Although the general immune response to a heavy fungal antigen exposure may consist of all the immunoglobulin isotopes (IgA, IgM, IgG, IgD and IgE) plus sensitized lymphocytes or T-cells, specific IgG is the most efficient single marker of generalized immune responses. Specific IgG antibody levels to fungi are not diagnostic when taken alone. However, antibody levels to fungi are directly proportional to levels of exposure in any individual, and generally high exposure levels result in high antibody titers. These antibody levels drop when the patient’s exposure to the offending fungi ends. When elevated, they are helpful in arriving at the presumptive diagnosis and repeat measurements at four to six month intervals help verify compliance with the fungal avoidance program and helps monitor the success of therapy.
A. Immune Complexes

The presence of antibody in the serum is not pathologic in itself. All the immunoglobulins normally present in the tissues, with possible rare exceptions, are antibodies and they contribute to the immune state. It is only when antigen(s) combines with antibody(ies) that immune complexes are formed and a potentially pathologic state is initiated. Immune complexes are not stable since the union is one of complimentary surface configurational attraction between two or more molecules produced by Van der Wall forces. The complexes can easily be disrupted as the conditions in solution change. Changes in temperative, relative numbers of reacting molecules, their nature, the epitope specificity of the reacting antibodies, etc., can all effect changes in the size, shape, surface charges, solubility, of the complex. These factors are the ones that determine the inflammatory potential of the complexes formed and whether the complexes will tend to be deposited in kidneys, joints, blood vessel walls, skin, lungs, etc. (Cochrane et al., 1973). Because of the inherent instability of immune complexes in tissue and serum, they are difficult to study. Interest in understanding immune complexes was very high in the 1950’s and 1960’s and quickly dissolved away when IgE was discovered (Ishizaka et al., 1966) and the attention of the immunological research teams was attracted to the newly defined antibody responsible for classical allergy symptoms, Type I of Gell and Coombs.
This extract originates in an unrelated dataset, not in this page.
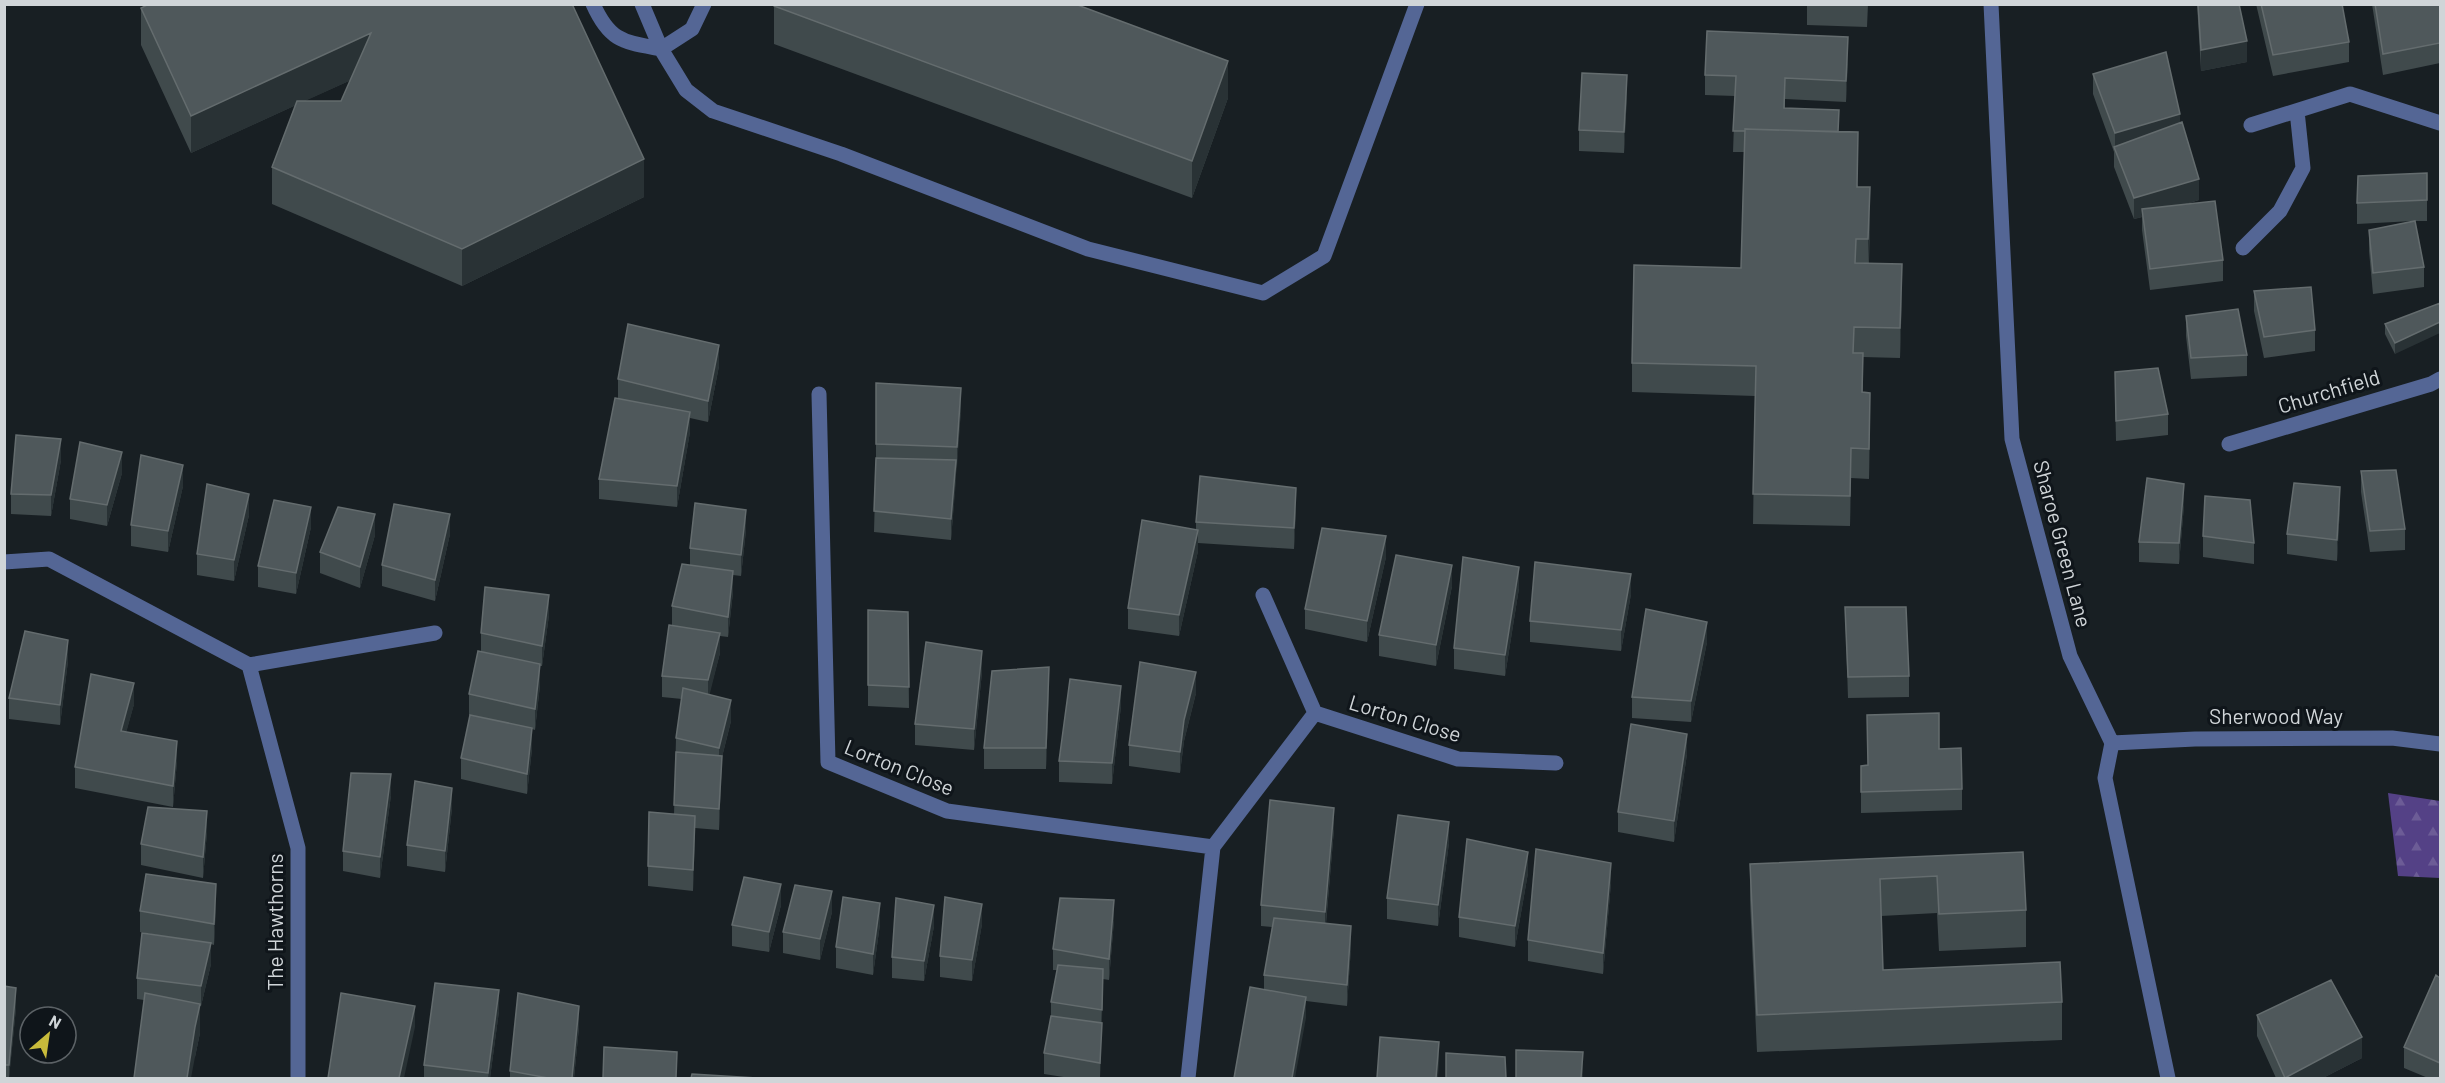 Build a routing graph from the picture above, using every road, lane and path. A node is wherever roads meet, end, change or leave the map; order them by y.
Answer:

There are sound scientific reasons why specific IgG antibodies to fungi are not always diagnostic. Some individuals with high antibody levels to fungi remain symptom free during re-exposure. Such individuals may be less likely to produce the toxic immune complexes required to induce symptoms by virtue of the fungal antigen epitopes to which they respond. They may respond to minor epitopes that allow measurement of the antibody, but which do not engage in the formation of toxic immune complexes. Other individuals may have a vast scavenger system, which can rapidly take up and extinguish all immune complexes generated before symptoms can ensue. Other individuals may satisfy the high exposure and the appropriate symptom requirements and have relatively low total specific antibody levels to fungi. They may be poor antibody responders with an even lower capacity to deal with immune complexes. The observation that they can still experience flu-like symptoms following fungal exposure demonstrates that a relatively low antibody level can still produce significant, disabling symptoms.
Mold toxins can be powerful immune suppressors. It is sobering to remember there would be no organ transplant program without the availability of fungal toxins (e.g., cyclosporin). It is possible and even likely that the fungal exposure of some patients will include exposure to immune suppressive mycotoxins. Another cause for low antibody levels in a symptomatic patient could be iatrogenic. Many patients develop arthritic symptoms and present themselves to rheumatologists who may choose to use an immuno-suppressive drug such as methotrexate to treat the arthritis. Such a drug will certainly depress the immune response, relieve the severity of arthritic symptoms while masking what could be the real trigger for the arthritis.

(To be continued)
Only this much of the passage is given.